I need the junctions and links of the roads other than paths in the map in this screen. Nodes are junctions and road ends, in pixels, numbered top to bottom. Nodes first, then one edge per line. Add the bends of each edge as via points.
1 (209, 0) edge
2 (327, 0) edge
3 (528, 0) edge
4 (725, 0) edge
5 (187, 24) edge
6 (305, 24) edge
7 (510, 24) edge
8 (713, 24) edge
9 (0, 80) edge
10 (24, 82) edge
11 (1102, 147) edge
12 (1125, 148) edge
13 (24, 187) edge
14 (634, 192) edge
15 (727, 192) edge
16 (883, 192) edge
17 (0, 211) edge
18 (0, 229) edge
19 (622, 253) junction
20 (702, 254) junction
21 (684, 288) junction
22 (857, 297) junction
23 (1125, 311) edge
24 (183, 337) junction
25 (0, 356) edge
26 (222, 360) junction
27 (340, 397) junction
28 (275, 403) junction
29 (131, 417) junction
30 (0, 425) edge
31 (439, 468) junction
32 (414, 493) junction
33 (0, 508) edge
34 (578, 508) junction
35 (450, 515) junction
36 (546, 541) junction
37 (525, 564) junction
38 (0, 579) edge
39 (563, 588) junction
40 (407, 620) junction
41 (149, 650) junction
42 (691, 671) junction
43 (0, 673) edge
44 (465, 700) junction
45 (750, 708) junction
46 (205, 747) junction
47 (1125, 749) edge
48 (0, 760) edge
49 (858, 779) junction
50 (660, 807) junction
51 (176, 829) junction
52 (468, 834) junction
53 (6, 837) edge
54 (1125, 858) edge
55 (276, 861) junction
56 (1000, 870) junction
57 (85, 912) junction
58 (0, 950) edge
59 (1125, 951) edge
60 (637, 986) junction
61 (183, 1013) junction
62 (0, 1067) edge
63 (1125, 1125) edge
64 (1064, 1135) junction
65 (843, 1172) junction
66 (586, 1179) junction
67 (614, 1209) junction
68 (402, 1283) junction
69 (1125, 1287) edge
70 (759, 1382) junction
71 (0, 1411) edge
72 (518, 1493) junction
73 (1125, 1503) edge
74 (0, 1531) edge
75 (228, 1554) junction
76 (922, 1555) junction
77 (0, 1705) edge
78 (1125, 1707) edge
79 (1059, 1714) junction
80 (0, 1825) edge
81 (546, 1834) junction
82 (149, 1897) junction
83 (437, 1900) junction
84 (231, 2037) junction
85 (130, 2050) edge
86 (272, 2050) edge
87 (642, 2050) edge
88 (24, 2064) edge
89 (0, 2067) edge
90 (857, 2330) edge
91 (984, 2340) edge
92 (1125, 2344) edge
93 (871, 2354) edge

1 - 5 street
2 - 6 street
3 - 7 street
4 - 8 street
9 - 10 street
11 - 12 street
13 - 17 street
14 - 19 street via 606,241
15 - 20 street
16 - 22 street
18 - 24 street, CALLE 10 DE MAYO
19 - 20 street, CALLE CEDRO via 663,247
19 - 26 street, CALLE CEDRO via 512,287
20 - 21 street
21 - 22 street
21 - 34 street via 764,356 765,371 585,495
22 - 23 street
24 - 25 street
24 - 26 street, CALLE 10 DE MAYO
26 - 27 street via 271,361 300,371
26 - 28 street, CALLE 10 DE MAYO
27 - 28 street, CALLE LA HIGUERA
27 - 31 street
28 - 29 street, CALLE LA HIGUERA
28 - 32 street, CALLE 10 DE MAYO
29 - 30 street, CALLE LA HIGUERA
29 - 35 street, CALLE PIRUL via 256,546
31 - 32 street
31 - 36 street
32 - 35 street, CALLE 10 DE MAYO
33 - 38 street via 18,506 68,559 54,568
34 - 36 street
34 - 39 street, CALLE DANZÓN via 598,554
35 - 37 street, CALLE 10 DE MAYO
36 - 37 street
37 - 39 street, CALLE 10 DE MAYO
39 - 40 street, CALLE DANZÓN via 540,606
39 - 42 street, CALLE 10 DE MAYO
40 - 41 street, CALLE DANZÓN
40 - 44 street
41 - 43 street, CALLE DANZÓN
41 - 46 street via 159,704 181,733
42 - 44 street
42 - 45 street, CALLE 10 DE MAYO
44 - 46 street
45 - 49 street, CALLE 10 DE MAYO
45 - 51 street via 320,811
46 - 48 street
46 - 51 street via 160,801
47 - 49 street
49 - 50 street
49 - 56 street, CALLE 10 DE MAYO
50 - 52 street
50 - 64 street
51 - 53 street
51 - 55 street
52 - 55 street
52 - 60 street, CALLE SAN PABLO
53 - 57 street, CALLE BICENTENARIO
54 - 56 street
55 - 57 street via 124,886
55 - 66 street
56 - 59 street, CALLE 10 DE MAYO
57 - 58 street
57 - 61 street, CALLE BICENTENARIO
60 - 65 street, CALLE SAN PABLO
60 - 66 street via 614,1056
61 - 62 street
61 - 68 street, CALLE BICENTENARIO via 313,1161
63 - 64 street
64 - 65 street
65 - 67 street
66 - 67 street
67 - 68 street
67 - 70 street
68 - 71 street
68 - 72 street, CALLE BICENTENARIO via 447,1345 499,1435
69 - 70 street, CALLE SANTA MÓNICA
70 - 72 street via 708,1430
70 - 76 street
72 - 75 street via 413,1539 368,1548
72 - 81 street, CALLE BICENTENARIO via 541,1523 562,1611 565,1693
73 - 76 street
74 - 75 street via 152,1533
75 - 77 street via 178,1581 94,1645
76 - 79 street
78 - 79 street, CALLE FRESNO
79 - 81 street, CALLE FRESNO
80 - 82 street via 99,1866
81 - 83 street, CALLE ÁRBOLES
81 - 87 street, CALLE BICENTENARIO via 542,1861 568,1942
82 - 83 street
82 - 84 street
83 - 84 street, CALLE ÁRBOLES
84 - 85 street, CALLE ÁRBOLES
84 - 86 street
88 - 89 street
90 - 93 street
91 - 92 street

■ ■ ■ ■ ■ ■ ■

**How to complete this task**
Exactly as given, set down all of the lines above.

**Result for this task**
I need the junctions and links of the roads other than paths in the map in this screen. Nodes are junctions and road ends, in pixels, numbered top to bottom. Nodes first, then one edge per line. Add the bends of each edge as via points.
1 (209, 0) edge
2 (327, 0) edge
3 (528, 0) edge
4 (725, 0) edge
5 (187, 24) edge
6 (305, 24) edge
7 (510, 24) edge
8 (713, 24) edge
9 (0, 80) edge
10 (24, 82) edge
11 (1102, 147) edge
12 (1125, 148) edge
13 (24, 187) edge
14 (634, 192) edge
15 (727, 192) edge
16 (883, 192) edge
17 (0, 211) edge
18 (0, 229) edge
19 (622, 253) junction
20 (702, 254) junction
21 (684, 288) junction
22 (857, 297) junction
23 (1125, 311) edge
24 (183, 337) junction
25 (0, 356) edge
26 (222, 360) junction
27 (340, 397) junction
28 (275, 403) junction
29 (131, 417) junction
30 (0, 425) edge
31 (439, 468) junction
32 (414, 493) junction
33 (0, 508) edge
34 (578, 508) junction
35 (450, 515) junction
36 (546, 541) junction
37 (525, 564) junction
38 (0, 579) edge
39 (563, 588) junction
40 (407, 620) junction
41 (149, 650) junction
42 (691, 671) junction
43 (0, 673) edge
44 (465, 700) junction
45 (750, 708) junction
46 (205, 747) junction
47 (1125, 749) edge
48 (0, 760) edge
49 (858, 779) junction
50 (660, 807) junction
51 (176, 829) junction
52 (468, 834) junction
53 (6, 837) edge
54 (1125, 858) edge
55 (276, 861) junction
56 (1000, 870) junction
57 (85, 912) junction
58 (0, 950) edge
59 (1125, 951) edge
60 (637, 986) junction
61 (183, 1013) junction
62 (0, 1067) edge
63 (1125, 1125) edge
64 (1064, 1135) junction
65 (843, 1172) junction
66 (586, 1179) junction
67 (614, 1209) junction
68 (402, 1283) junction
69 (1125, 1287) edge
70 (759, 1382) junction
71 (0, 1411) edge
72 (518, 1493) junction
73 (1125, 1503) edge
74 (0, 1531) edge
75 (228, 1554) junction
76 (922, 1555) junction
77 (0, 1705) edge
78 (1125, 1707) edge
79 (1059, 1714) junction
80 (0, 1825) edge
81 (546, 1834) junction
82 (149, 1897) junction
83 (437, 1900) junction
84 (231, 2037) junction
85 (130, 2050) edge
86 (272, 2050) edge
87 (642, 2050) edge
88 (24, 2064) edge
89 (0, 2067) edge
90 (857, 2330) edge
91 (984, 2340) edge
92 (1125, 2344) edge
93 (871, 2354) edge

1 - 5 street
2 - 6 street
3 - 7 street
4 - 8 street
9 - 10 street
11 - 12 street
13 - 17 street
14 - 19 street via 606,241
15 - 20 street
16 - 22 street
18 - 24 street, CALLE 10 DE MAYO
19 - 20 street, CALLE CEDRO via 663,247
19 - 26 street, CALLE CEDRO via 512,287
20 - 21 street
21 - 22 street
21 - 34 street via 764,356 765,371 585,495
22 - 23 street
24 - 25 street
24 - 26 street, CALLE 10 DE MAYO
26 - 27 street via 271,361 300,371
26 - 28 street, CALLE 10 DE MAYO
27 - 28 street, CALLE LA HIGUERA
27 - 31 street
28 - 29 street, CALLE LA HIGUERA
28 - 32 street, CALLE 10 DE MAYO
29 - 30 street, CALLE LA HIGUERA
29 - 35 street, CALLE PIRUL via 256,546
31 - 32 street
31 - 36 street
32 - 35 street, CALLE 10 DE MAYO
33 - 38 street via 18,506 68,559 54,568
34 - 36 street
34 - 39 street, CALLE DANZÓN via 598,554
35 - 37 street, CALLE 10 DE MAYO
36 - 37 street
37 - 39 street, CALLE 10 DE MAYO
39 - 40 street, CALLE DANZÓN via 540,606
39 - 42 street, CALLE 10 DE MAYO
40 - 41 street, CALLE DANZÓN
40 - 44 street
41 - 43 street, CALLE DANZÓN
41 - 46 street via 159,704 181,733
42 - 44 street
42 - 45 street, CALLE 10 DE MAYO
44 - 46 street
45 - 49 street, CALLE 10 DE MAYO
45 - 51 street via 320,811
46 - 48 street
46 - 51 street via 160,801
47 - 49 street
49 - 50 street
49 - 56 street, CALLE 10 DE MAYO
50 - 52 street
50 - 64 street
51 - 53 street
51 - 55 street
52 - 55 street
52 - 60 street, CALLE SAN PABLO
53 - 57 street, CALLE BICENTENARIO
54 - 56 street
55 - 57 street via 124,886
55 - 66 street
56 - 59 street, CALLE 10 DE MAYO
57 - 58 street
57 - 61 street, CALLE BICENTENARIO
60 - 65 street, CALLE SAN PABLO
60 - 66 street via 614,1056
61 - 62 street
61 - 68 street, CALLE BICENTENARIO via 313,1161
63 - 64 street
64 - 65 street
65 - 67 street
66 - 67 street
67 - 68 street
67 - 70 street
68 - 71 street
68 - 72 street, CALLE BICENTENARIO via 447,1345 499,1435
69 - 70 street, CALLE SANTA MÓNICA
70 - 72 street via 708,1430
70 - 76 street
72 - 75 street via 413,1539 368,1548
72 - 81 street, CALLE BICENTENARIO via 541,1523 562,1611 565,1693
73 - 76 street
74 - 75 street via 152,1533
75 - 77 street via 178,1581 94,1645
76 - 79 street
78 - 79 street, CALLE FRESNO
79 - 81 street, CALLE FRESNO
80 - 82 street via 99,1866
81 - 83 street, CALLE ÁRBOLES
81 - 87 street, CALLE BICENTENARIO via 542,1861 568,1942
82 - 83 street
82 - 84 street
83 - 84 street, CALLE ÁRBOLES
84 - 85 street, CALLE ÁRBOLES
84 - 86 street
88 - 89 street
90 - 93 street
91 - 92 street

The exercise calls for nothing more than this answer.